▶ _Task directions_
Lines in the listing below that contain the string "roads" are to be found and copied.

▶ _Given information_
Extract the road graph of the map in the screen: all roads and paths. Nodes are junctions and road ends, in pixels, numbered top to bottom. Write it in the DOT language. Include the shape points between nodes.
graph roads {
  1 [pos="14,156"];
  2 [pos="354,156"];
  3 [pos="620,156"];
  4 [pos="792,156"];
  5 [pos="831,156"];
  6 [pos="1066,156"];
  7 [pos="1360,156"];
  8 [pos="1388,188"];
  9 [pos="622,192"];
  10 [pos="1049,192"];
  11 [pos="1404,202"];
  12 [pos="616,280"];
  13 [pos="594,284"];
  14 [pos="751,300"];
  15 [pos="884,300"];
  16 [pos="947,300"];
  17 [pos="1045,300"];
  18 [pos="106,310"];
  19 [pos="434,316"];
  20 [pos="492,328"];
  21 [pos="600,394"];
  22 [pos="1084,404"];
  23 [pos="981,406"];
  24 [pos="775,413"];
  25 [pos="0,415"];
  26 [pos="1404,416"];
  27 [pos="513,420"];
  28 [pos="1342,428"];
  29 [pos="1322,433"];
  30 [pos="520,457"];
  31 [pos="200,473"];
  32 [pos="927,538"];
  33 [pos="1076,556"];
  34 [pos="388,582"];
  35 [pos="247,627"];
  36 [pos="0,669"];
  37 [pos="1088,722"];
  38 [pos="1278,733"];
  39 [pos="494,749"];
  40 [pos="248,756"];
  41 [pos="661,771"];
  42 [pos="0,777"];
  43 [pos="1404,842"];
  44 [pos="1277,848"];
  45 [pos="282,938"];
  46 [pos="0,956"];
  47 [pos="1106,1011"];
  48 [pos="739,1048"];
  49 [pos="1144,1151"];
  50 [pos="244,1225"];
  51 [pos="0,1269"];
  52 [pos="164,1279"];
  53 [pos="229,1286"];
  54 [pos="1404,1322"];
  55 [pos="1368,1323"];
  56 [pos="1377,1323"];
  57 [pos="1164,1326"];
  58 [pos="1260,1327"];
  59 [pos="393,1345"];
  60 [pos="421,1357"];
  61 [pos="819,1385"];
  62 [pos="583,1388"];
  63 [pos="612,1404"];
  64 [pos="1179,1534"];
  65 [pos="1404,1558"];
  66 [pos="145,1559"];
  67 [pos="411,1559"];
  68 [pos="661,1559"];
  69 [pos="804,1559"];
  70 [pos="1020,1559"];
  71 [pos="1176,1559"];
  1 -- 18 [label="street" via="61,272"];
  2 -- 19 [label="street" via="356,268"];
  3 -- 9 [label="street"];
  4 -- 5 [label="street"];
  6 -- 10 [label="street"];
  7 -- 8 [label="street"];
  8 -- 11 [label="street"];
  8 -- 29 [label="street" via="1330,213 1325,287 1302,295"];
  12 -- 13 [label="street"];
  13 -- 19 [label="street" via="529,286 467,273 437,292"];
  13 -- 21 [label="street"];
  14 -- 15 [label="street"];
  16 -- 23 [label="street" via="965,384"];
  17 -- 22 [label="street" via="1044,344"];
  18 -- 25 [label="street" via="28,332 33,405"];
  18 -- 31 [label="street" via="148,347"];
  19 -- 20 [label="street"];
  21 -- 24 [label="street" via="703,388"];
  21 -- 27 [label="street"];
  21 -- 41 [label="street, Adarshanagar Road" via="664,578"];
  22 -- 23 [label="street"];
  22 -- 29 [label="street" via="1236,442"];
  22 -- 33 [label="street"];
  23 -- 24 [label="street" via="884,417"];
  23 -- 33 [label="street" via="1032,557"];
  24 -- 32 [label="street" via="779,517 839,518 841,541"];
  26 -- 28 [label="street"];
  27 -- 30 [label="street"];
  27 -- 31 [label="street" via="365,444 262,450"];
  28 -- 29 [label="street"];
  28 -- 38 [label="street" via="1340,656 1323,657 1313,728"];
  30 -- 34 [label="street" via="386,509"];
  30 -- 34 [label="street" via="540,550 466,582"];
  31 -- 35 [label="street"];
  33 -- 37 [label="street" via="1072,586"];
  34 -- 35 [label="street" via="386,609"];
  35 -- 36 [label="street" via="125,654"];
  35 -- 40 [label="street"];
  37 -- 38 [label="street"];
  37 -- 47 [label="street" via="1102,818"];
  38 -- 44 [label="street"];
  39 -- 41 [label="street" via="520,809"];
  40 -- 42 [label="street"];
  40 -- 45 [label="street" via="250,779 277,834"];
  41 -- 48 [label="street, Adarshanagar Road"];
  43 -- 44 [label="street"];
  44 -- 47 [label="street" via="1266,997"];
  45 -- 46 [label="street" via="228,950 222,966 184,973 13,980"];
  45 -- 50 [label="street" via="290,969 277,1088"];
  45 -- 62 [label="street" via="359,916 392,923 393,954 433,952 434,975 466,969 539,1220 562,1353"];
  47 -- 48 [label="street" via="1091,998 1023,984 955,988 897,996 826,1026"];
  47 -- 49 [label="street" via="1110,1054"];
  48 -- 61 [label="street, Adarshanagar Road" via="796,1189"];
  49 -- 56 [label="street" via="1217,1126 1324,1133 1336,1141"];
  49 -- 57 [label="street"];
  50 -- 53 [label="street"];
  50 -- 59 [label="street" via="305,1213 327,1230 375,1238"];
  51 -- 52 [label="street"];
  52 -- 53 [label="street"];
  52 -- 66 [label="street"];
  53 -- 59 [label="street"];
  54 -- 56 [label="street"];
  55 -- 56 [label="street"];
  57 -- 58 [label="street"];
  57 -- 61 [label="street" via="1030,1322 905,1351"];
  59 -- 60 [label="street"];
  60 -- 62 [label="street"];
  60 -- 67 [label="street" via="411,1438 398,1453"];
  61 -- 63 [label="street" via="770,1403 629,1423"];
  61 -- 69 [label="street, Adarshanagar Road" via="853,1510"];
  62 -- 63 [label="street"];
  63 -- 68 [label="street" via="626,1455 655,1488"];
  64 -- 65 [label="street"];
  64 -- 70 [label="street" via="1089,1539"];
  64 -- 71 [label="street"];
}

▶ _Written response_
Extract the road graph of the map in the screen: all roads and paths. Nodes are junctions and road ends, in pixels, numbered top to bottom. Write it in the DOT language. Include the shape points between nodes.
graph roads {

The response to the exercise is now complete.